[Start of Attachment]

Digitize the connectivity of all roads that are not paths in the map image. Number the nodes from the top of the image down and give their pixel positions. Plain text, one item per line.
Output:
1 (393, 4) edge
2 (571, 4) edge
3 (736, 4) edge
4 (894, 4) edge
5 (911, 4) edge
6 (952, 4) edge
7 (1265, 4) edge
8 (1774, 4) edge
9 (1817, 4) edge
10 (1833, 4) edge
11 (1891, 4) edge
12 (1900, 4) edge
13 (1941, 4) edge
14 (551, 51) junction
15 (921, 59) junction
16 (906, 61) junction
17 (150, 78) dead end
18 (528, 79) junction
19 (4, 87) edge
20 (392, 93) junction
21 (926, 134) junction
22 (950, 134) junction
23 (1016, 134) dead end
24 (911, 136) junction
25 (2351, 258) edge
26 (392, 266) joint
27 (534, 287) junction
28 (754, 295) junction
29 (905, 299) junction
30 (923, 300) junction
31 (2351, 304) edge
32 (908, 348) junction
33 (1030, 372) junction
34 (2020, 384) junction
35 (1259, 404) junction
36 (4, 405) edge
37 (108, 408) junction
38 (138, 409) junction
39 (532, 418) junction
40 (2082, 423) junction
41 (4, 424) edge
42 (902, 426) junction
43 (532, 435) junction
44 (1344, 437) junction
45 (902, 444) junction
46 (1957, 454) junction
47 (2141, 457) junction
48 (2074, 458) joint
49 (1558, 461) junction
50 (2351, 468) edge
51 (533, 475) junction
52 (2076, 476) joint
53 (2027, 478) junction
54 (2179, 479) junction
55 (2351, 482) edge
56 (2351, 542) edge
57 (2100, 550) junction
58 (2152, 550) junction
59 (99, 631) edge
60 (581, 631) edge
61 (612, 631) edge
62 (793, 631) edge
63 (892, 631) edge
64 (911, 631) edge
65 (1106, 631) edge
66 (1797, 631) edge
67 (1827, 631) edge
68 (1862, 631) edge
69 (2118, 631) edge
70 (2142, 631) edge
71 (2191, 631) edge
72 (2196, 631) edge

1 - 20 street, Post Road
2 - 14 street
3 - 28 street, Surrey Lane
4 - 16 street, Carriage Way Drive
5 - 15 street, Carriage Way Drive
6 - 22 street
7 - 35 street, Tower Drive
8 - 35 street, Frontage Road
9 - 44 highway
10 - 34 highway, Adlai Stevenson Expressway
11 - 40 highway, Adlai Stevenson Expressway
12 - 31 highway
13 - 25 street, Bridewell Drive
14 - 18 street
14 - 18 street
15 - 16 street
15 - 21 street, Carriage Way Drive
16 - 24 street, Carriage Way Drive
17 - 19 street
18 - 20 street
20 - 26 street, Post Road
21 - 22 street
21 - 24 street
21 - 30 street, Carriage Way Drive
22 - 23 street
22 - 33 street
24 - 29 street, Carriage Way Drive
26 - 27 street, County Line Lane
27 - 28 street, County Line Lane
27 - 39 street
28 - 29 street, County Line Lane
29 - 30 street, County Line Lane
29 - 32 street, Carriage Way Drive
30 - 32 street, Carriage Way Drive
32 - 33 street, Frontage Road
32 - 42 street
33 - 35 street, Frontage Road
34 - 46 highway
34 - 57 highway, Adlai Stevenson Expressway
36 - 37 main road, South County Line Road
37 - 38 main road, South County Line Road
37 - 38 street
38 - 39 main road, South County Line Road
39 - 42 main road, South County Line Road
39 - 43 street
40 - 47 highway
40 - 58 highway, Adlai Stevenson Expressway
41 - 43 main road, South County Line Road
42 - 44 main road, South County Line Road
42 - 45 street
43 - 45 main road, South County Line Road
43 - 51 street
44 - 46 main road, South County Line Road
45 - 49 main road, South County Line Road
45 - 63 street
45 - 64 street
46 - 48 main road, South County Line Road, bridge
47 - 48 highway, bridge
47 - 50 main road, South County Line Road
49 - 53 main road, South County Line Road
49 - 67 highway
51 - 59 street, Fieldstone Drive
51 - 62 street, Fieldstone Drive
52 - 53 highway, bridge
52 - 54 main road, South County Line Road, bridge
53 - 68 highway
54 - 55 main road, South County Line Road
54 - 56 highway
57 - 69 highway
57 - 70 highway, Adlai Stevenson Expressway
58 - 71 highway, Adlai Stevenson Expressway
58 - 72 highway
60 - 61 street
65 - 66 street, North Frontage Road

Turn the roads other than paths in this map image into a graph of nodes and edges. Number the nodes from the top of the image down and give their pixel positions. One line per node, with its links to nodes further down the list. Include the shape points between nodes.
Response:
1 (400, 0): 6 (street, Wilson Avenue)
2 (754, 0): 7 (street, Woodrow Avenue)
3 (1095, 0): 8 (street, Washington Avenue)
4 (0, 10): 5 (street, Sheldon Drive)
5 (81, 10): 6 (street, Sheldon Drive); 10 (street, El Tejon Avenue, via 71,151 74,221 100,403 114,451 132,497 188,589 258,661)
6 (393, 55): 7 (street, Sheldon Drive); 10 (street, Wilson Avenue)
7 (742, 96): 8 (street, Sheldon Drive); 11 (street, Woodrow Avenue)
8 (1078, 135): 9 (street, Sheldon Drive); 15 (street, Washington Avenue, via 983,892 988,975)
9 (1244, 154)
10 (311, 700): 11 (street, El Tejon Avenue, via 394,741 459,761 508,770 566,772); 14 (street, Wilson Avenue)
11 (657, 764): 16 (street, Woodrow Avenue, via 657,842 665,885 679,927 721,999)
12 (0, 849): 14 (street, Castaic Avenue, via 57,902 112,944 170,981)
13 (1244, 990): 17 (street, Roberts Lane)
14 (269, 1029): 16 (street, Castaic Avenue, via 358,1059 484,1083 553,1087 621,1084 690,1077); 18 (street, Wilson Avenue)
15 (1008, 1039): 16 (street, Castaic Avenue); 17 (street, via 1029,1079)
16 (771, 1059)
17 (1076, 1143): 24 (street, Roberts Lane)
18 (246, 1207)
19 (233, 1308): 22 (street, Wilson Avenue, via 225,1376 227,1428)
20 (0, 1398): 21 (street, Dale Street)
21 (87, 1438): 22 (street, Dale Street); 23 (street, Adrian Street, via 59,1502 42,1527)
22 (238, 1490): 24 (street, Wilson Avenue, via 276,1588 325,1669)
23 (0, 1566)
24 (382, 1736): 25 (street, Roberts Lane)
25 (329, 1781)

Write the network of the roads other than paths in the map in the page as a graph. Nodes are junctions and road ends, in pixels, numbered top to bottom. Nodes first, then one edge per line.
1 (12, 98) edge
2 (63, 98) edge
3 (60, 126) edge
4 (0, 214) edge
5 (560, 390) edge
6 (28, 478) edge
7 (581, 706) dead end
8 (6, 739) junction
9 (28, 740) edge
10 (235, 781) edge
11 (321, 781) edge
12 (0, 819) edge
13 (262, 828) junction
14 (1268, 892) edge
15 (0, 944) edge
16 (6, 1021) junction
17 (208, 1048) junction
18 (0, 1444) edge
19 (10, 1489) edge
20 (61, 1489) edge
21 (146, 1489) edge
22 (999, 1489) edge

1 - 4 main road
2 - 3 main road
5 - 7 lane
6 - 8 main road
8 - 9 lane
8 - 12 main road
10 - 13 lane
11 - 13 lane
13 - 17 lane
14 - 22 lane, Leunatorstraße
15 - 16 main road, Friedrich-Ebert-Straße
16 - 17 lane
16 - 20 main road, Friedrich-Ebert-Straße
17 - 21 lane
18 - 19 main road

[End of Attachment]

■ **Goal of the exercise**
Print out the entire listing above without any change.

■ **Task solution**
Digitize the connectivity of all roads that are not paths in the map image. Number the nodes from the top of the image down and give their pixel positions. Plain text, one item per line.
Output:
1 (393, 4) edge
2 (571, 4) edge
3 (736, 4) edge
4 (894, 4) edge
5 (911, 4) edge
6 (952, 4) edge
7 (1265, 4) edge
8 (1774, 4) edge
9 (1817, 4) edge
10 (1833, 4) edge
11 (1891, 4) edge
12 (1900, 4) edge
13 (1941, 4) edge
14 (551, 51) junction
15 (921, 59) junction
16 (906, 61) junction
17 (150, 78) dead end
18 (528, 79) junction
19 (4, 87) edge
20 (392, 93) junction
21 (926, 134) junction
22 (950, 134) junction
23 (1016, 134) dead end
24 (911, 136) junction
25 (2351, 258) edge
26 (392, 266) joint
27 (534, 287) junction
28 (754, 295) junction
29 (905, 299) junction
30 (923, 300) junction
31 (2351, 304) edge
32 (908, 348) junction
33 (1030, 372) junction
34 (2020, 384) junction
35 (1259, 404) junction
36 (4, 405) edge
37 (108, 408) junction
38 (138, 409) junction
39 (532, 418) junction
40 (2082, 423) junction
41 (4, 424) edge
42 (902, 426) junction
43 (532, 435) junction
44 (1344, 437) junction
45 (902, 444) junction
46 (1957, 454) junction
47 (2141, 457) junction
48 (2074, 458) joint
49 (1558, 461) junction
50 (2351, 468) edge
51 (533, 475) junction
52 (2076, 476) joint
53 (2027, 478) junction
54 (2179, 479) junction
55 (2351, 482) edge
56 (2351, 542) edge
57 (2100, 550) junction
58 (2152, 550) junction
59 (99, 631) edge
60 (581, 631) edge
61 (612, 631) edge
62 (793, 631) edge
63 (892, 631) edge
64 (911, 631) edge
65 (1106, 631) edge
66 (1797, 631) edge
67 (1827, 631) edge
68 (1862, 631) edge
69 (2118, 631) edge
70 (2142, 631) edge
71 (2191, 631) edge
72 (2196, 631) edge

1 - 20 street, Post Road
2 - 14 street
3 - 28 street, Surrey Lane
4 - 16 street, Carriage Way Drive
5 - 15 street, Carriage Way Drive
6 - 22 street
7 - 35 street, Tower Drive
8 - 35 street, Frontage Road
9 - 44 highway
10 - 34 highway, Adlai Stevenson Expressway
11 - 40 highway, Adlai Stevenson Expressway
12 - 31 highway
13 - 25 street, Bridewell Drive
14 - 18 street
14 - 18 street
15 - 16 street
15 - 21 street, Carriage Way Drive
16 - 24 street, Carriage Way Drive
17 - 19 street
18 - 20 street
20 - 26 street, Post Road
21 - 22 street
21 - 24 street
21 - 30 street, Carriage Way Drive
22 - 23 street
22 - 33 street
24 - 29 street, Carriage Way Drive
26 - 27 street, County Line Lane
27 - 28 street, County Line Lane
27 - 39 street
28 - 29 street, County Line Lane
29 - 30 street, County Line Lane
29 - 32 street, Carriage Way Drive
30 - 32 street, Carriage Way Drive
32 - 33 street, Frontage Road
32 - 42 street
33 - 35 street, Frontage Road
34 - 46 highway
34 - 57 highway, Adlai Stevenson Expressway
36 - 37 main road, South County Line Road
37 - 38 main road, South County Line Road
37 - 38 street
38 - 39 main road, South County Line Road
39 - 42 main road, South County Line Road
39 - 43 street
40 - 47 highway
40 - 58 highway, Adlai Stevenson Expressway
41 - 43 main road, South County Line Road
42 - 44 main road, South County Line Road
42 - 45 street
43 - 45 main road, South County Line Road
43 - 51 street
44 - 46 main road, South County Line Road
45 - 49 main road, South County Line Road
45 - 63 street
45 - 64 street
46 - 48 main road, South County Line Road, bridge
47 - 48 highway, bridge
47 - 50 main road, South County Line Road
49 - 53 main road, South County Line Road
49 - 67 highway
51 - 59 street, Fieldstone Drive
51 - 62 street, Fieldstone Drive
52 - 53 highway, bridge
52 - 54 main road, South County Line Road, bridge
53 - 68 highway
54 - 55 main road, South County Line Road
54 - 56 highway
57 - 69 highway
57 - 70 highway, Adlai Stevenson Expressway
58 - 71 highway, Adlai Stevenson Expressway
58 - 72 highway
60 - 61 street
65 - 66 street, North Frontage Road

Turn the roads other than paths in this map image into a graph of nodes and edges. Number the nodes from the top of the image down and give their pixel positions. One line per node, with its links to nodes further down the list. Include the shape points between nodes.
Response:
1 (400, 0): 6 (street, Wilson Avenue)
2 (754, 0): 7 (street, Woodrow Avenue)
3 (1095, 0): 8 (street, Washington Avenue)
4 (0, 10): 5 (street, Sheldon Drive)
5 (81, 10): 6 (street, Sheldon Drive); 10 (street, El Tejon Avenue, via 71,151 74,221 100,403 114,451 132,497 188,589 258,661)
6 (393, 55): 7 (street, Sheldon Drive); 10 (street, Wilson Avenue)
7 (742, 96): 8 (street, Sheldon Drive); 11 (street, Woodrow Avenue)
8 (1078, 135): 9 (street, Sheldon Drive); 15 (street, Washington Avenue, via 983,892 988,975)
9 (1244, 154)
10 (311, 700): 11 (street, El Tejon Avenue, via 394,741 459,761 508,770 566,772); 14 (street, Wilson Avenue)
11 (657, 764): 16 (street, Woodrow Avenue, via 657,842 665,885 679,927 721,999)
12 (0, 849): 14 (street, Castaic Avenue, via 57,902 112,944 170,981)
13 (1244, 990): 17 (street, Roberts Lane)
14 (269, 1029): 16 (street, Castaic Avenue, via 358,1059 484,1083 553,1087 621,1084 690,1077); 18 (street, Wilson Avenue)
15 (1008, 1039): 16 (street, Castaic Avenue); 17 (street, via 1029,1079)
16 (771, 1059)
17 (1076, 1143): 24 (street, Roberts Lane)
18 (246, 1207)
19 (233, 1308): 22 (street, Wilson Avenue, via 225,1376 227,1428)
20 (0, 1398): 21 (street, Dale Street)
21 (87, 1438): 22 (street, Dale Street); 23 (street, Adrian Street, via 59,1502 42,1527)
22 (238, 1490): 24 (street, Wilson Avenue, via 276,1588 325,1669)
23 (0, 1566)
24 (382, 1736): 25 (street, Roberts Lane)
25 (329, 1781)

Write the network of the roads other than paths in the map in the page as a graph. Nodes are junctions and road ends, in pixels, numbered top to bottom. Nodes first, then one edge per line.
1 (12, 98) edge
2 (63, 98) edge
3 (60, 126) edge
4 (0, 214) edge
5 (560, 390) edge
6 (28, 478) edge
7 (581, 706) dead end
8 (6, 739) junction
9 (28, 740) edge
10 (235, 781) edge
11 (321, 781) edge
12 (0, 819) edge
13 (262, 828) junction
14 (1268, 892) edge
15 (0, 944) edge
16 (6, 1021) junction
17 (208, 1048) junction
18 (0, 1444) edge
19 (10, 1489) edge
20 (61, 1489) edge
21 (146, 1489) edge
22 (999, 1489) edge

1 - 4 main road
2 - 3 main road
5 - 7 lane
6 - 8 main road
8 - 9 lane
8 - 12 main road
10 - 13 lane
11 - 13 lane
13 - 17 lane
14 - 22 lane, Leunatorstraße
15 - 16 main road, Friedrich-Ebert-Straße
16 - 17 lane
16 - 20 main road, Friedrich-Ebert-Straße
17 - 21 lane
18 - 19 main road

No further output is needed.